Lin made a production of prying the seal off the folded edge of the message. She unfolded it and read through it– twice– moving her lips as she read silently. Then she nodded and smiled, that particular flat-lipped smile of grim satisfaction.

“We’ve been called to Centralis to testify before the Commonwealth Council’s science tribunal, to investigate the decline in the Mashrami threat.” She snorted. “Threat. As if the Mashrami have just been hanging there in space calling us names and throwing rotten fruit at us.”

“We’re going to Centralis?”

“As soon as we can. You don’t say no to the Commonwealth Council, even if they do consider themselves in your debt.”

“They said that?” Bain’s voice squeaked. He barely noticed.

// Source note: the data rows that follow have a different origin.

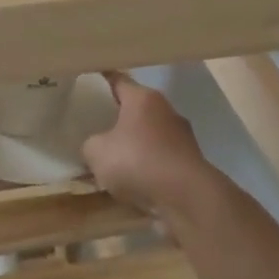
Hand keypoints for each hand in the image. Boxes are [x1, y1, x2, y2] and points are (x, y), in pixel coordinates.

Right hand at [82, 73, 217, 217]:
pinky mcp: (190, 162)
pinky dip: (148, 165)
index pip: (118, 80)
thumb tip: (95, 145)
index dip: (101, 80)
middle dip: (118, 114)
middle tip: (96, 121)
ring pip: (150, 133)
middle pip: (136, 107)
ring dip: (134, 142)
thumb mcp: (96, 152)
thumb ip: (90, 144)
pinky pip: (160, 157)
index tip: (88, 79)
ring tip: (113, 157)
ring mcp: (182, 136)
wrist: (187, 198)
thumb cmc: (138, 162)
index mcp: (143, 98)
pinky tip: (134, 180)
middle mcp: (166, 110)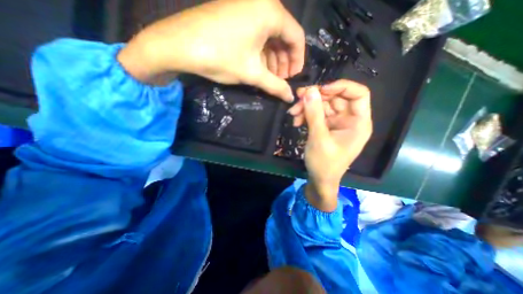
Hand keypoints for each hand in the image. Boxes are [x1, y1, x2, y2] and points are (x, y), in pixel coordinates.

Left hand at [116, 0, 304, 101]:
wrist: (177, 44)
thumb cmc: (220, 57)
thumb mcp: (252, 73)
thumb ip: (275, 86)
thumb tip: (290, 98)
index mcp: (271, 12)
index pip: (297, 37)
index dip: (298, 60)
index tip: (293, 78)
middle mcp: (262, 3)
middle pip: (284, 36)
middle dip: (284, 61)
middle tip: (281, 80)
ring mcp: (247, 6)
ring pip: (270, 37)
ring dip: (273, 59)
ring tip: (270, 77)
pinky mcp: (236, 13)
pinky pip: (257, 34)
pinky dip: (262, 52)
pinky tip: (259, 66)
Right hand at [287, 80, 373, 211]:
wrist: (319, 180)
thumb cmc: (324, 164)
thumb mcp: (318, 138)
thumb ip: (314, 114)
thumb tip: (310, 91)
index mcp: (358, 123)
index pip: (358, 94)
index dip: (341, 87)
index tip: (320, 90)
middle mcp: (349, 120)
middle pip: (335, 98)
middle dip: (316, 98)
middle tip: (298, 98)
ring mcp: (336, 123)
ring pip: (323, 105)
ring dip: (307, 107)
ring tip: (293, 113)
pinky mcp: (326, 127)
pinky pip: (317, 114)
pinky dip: (306, 115)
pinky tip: (296, 121)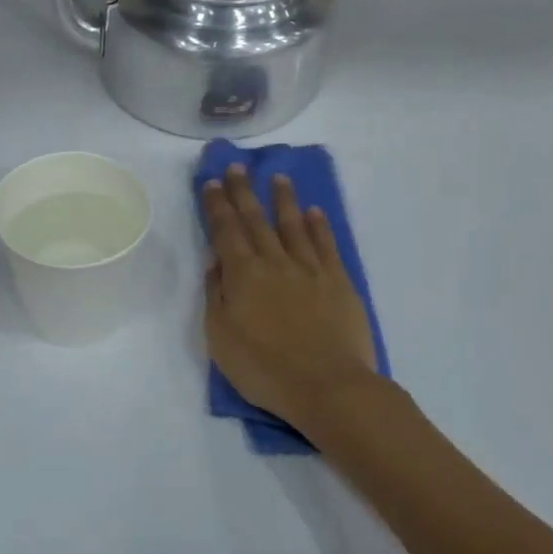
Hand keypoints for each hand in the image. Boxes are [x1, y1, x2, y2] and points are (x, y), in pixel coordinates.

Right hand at [202, 165, 383, 437]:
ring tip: (278, 178)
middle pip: (256, 220)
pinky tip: (313, 212)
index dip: (218, 205)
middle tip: (238, 166)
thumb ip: (216, 295)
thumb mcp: (220, 337)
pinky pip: (326, 245)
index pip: (226, 230)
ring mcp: (310, 270)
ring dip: (284, 200)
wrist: (327, 386)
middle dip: (244, 192)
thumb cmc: (264, 368)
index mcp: (243, 274)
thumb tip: (216, 262)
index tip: (213, 182)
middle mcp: (275, 262)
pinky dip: (318, 226)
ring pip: (293, 225)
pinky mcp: (338, 282)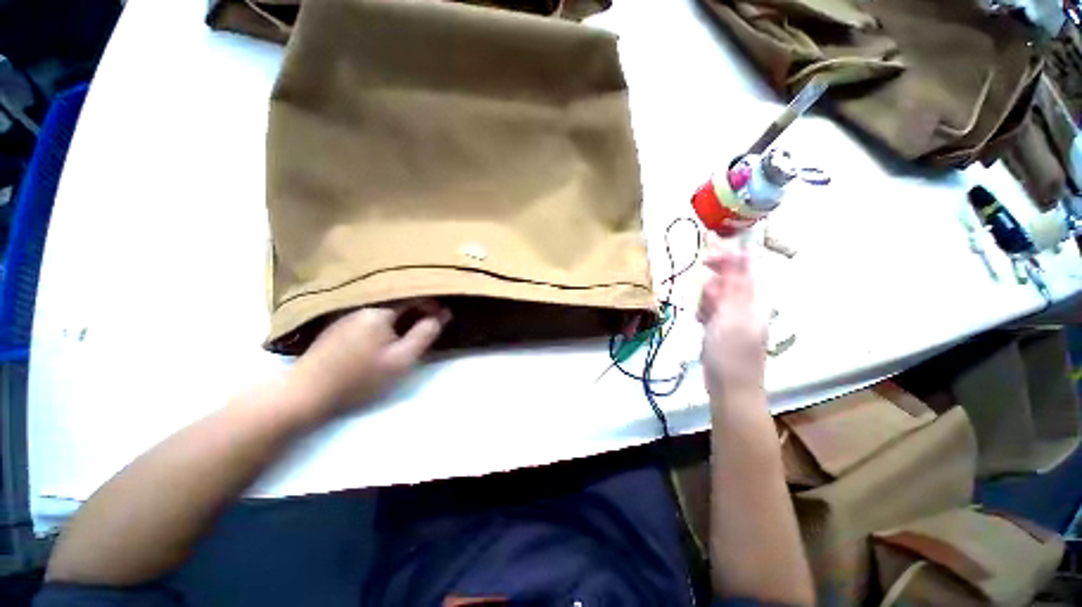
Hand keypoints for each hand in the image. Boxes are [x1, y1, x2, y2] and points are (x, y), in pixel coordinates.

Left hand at [290, 300, 450, 415]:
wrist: (306, 394)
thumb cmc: (360, 377)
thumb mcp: (401, 359)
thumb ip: (424, 334)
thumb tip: (442, 315)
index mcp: (378, 311)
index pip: (413, 297)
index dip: (432, 305)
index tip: (444, 318)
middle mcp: (361, 306)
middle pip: (398, 301)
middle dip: (418, 310)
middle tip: (430, 326)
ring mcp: (346, 315)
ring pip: (384, 309)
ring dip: (402, 316)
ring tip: (412, 330)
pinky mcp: (337, 327)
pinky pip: (370, 317)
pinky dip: (386, 322)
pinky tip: (386, 336)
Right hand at [698, 245, 765, 404]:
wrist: (730, 388)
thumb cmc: (730, 352)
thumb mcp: (730, 316)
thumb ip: (735, 285)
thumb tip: (742, 253)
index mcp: (753, 300)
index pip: (744, 267)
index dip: (727, 252)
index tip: (707, 241)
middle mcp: (746, 305)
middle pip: (729, 280)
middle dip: (712, 283)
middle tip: (702, 293)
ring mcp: (735, 318)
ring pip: (717, 296)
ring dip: (705, 300)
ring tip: (701, 317)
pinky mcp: (723, 328)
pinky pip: (711, 310)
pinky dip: (703, 312)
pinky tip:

Lin turned the message sheet around so he could read it. Sure enough, the words, in consideration of the great debt the Commonwealth owes the captain and crew of Free Trader ship Sunsinger for their help in uncovering the Mashrami’s homeworld and their oncoming demise, were there printed clear and bright for anyone to see.

“Ganfer, how soon can we launch?”

“According to the port traffic control computers, we have a three-hour wait, including our pre-launch check. If we notify them of the Commonwealth Council’s summons, that can likely be trimmed to an hour,” the ship-brain replied in his most bland voice.

“Oh, by all means, notify them,” she said with a chuckle. She met Bain’s gaze and grinned, eyes sparkling. He grinned back. In a few moments, they were both laughing hard enough to get red in the face.